Supplied data:
********************
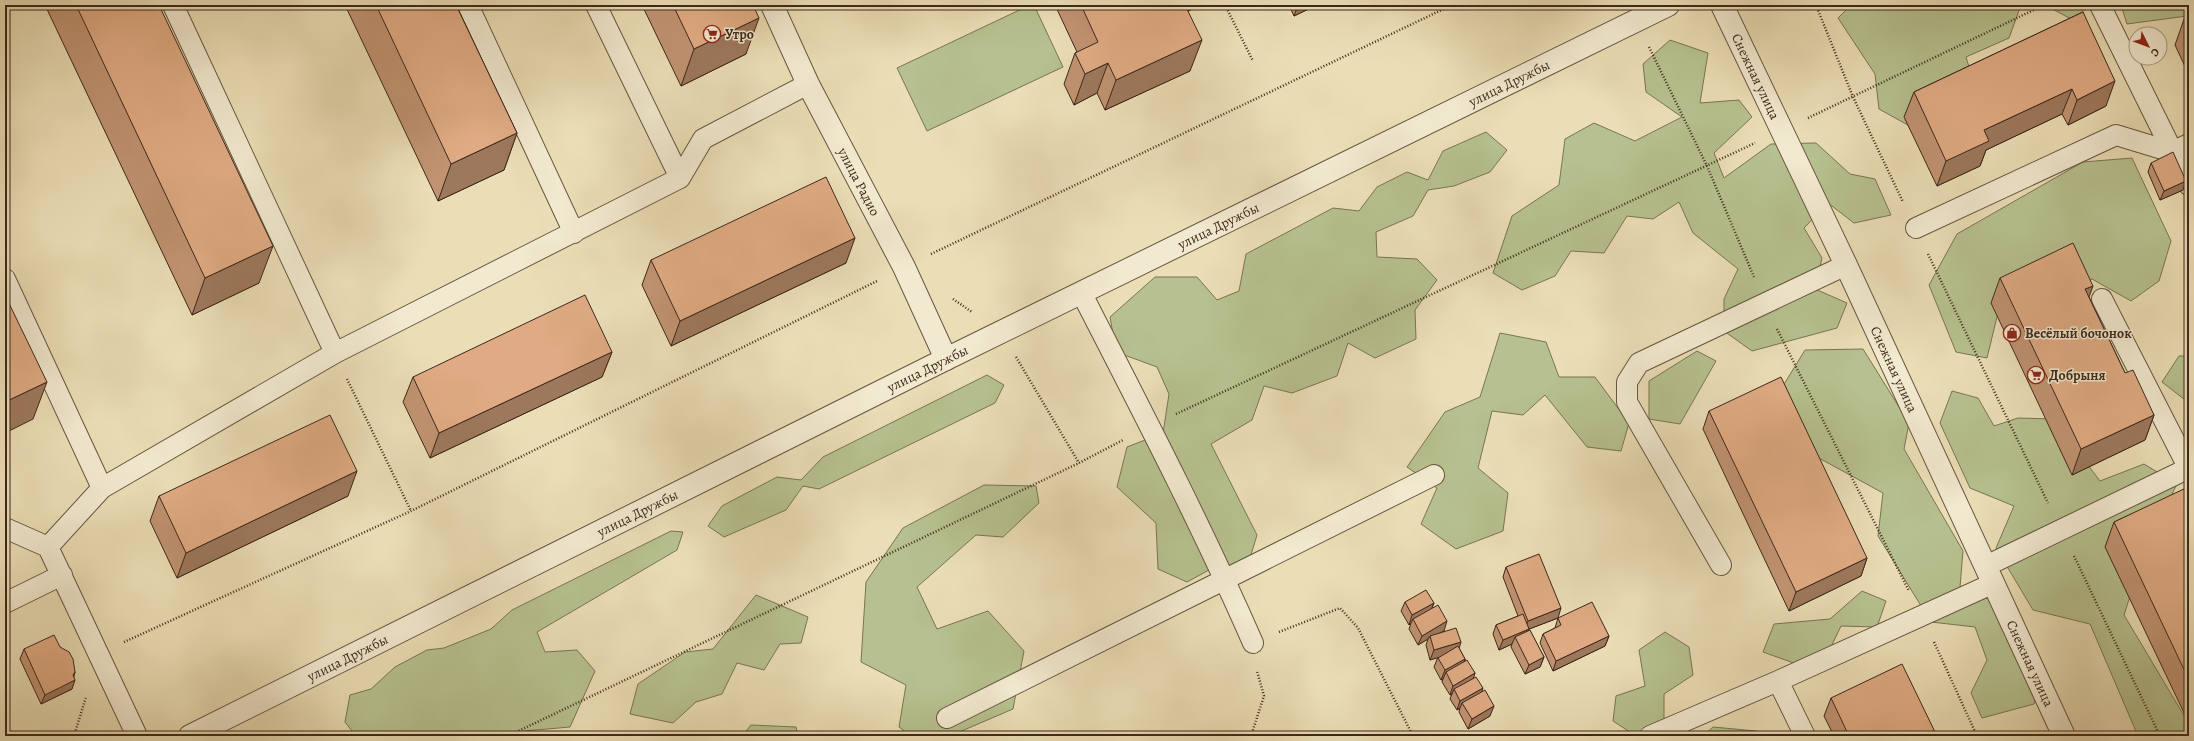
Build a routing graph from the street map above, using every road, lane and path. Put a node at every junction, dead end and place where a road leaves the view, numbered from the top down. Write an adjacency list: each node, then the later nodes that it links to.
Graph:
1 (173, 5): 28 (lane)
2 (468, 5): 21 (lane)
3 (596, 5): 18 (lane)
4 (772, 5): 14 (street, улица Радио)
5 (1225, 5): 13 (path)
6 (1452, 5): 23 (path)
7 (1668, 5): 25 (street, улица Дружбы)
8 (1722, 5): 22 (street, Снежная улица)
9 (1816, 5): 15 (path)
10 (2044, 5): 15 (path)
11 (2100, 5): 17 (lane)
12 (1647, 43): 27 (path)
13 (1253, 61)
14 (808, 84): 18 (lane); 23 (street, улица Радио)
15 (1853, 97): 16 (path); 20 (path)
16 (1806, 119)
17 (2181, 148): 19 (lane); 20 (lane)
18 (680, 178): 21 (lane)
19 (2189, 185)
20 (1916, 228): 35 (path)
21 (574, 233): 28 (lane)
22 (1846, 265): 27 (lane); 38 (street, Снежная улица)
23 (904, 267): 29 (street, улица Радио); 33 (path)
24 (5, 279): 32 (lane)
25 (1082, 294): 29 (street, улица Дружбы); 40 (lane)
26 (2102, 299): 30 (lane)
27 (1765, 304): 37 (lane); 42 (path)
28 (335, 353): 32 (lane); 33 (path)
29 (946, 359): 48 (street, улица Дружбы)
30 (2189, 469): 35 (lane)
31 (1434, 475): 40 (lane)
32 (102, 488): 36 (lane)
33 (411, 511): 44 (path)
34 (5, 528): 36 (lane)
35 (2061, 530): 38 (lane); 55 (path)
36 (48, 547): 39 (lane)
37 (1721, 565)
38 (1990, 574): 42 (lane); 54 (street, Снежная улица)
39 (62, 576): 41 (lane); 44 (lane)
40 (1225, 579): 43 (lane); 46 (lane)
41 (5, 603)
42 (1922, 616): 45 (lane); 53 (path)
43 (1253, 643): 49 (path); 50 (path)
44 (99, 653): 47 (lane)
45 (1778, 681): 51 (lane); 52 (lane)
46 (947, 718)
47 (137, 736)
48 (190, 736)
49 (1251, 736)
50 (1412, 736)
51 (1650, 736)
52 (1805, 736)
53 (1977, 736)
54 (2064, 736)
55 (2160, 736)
********************
Activity: Retype the data above in full, exactly as it stands, and skip any image.

Answer box:
Build a routing graph from the street map above, using every road, lane and path. Put a node at every junction, dead end and place where a road leaves the view, numbered from the top down. Write an adjacency list: each node, then the later nodes that it links to.
Graph:
1 (173, 5): 28 (lane)
2 (468, 5): 21 (lane)
3 (596, 5): 18 (lane)
4 (772, 5): 14 (street, улица Радио)
5 (1225, 5): 13 (path)
6 (1452, 5): 23 (path)
7 (1668, 5): 25 (street, улица Дружбы)
8 (1722, 5): 22 (street, Снежная улица)
9 (1816, 5): 15 (path)
10 (2044, 5): 15 (path)
11 (2100, 5): 17 (lane)
12 (1647, 43): 27 (path)
13 (1253, 61)
14 (808, 84): 18 (lane); 23 (street, улица Радио)
15 (1853, 97): 16 (path); 20 (path)
16 (1806, 119)
17 (2181, 148): 19 (lane); 20 (lane)
18 (680, 178): 21 (lane)
19 (2189, 185)
20 (1916, 228): 35 (path)
21 (574, 233): 28 (lane)
22 (1846, 265): 27 (lane); 38 (street, Снежная улица)
23 (904, 267): 29 (street, улица Радио); 33 (path)
24 (5, 279): 32 (lane)
25 (1082, 294): 29 (street, улица Дружбы); 40 (lane)
26 (2102, 299): 30 (lane)
27 (1765, 304): 37 (lane); 42 (path)
28 (335, 353): 32 (lane); 33 (path)
29 (946, 359): 48 (street, улица Дружбы)
30 (2189, 469): 35 (lane)
31 (1434, 475): 40 (lane)
32 (102, 488): 36 (lane)
33 (411, 511): 44 (path)
34 (5, 528): 36 (lane)
35 (2061, 530): 38 (lane); 55 (path)
36 (48, 547): 39 (lane)
37 (1721, 565)
38 (1990, 574): 42 (lane); 54 (street, Снежная улица)
39 (62, 576): 41 (lane); 44 (lane)
40 (1225, 579): 43 (lane); 46 (lane)
41 (5, 603)
42 (1922, 616): 45 (lane); 53 (path)
43 (1253, 643): 49 (path); 50 (path)
44 (99, 653): 47 (lane)
45 (1778, 681): 51 (lane); 52 (lane)
46 (947, 718)
47 (137, 736)
48 (190, 736)
49 (1251, 736)
50 (1412, 736)
51 (1650, 736)
52 (1805, 736)
53 (1977, 736)
54 (2064, 736)
55 (2160, 736)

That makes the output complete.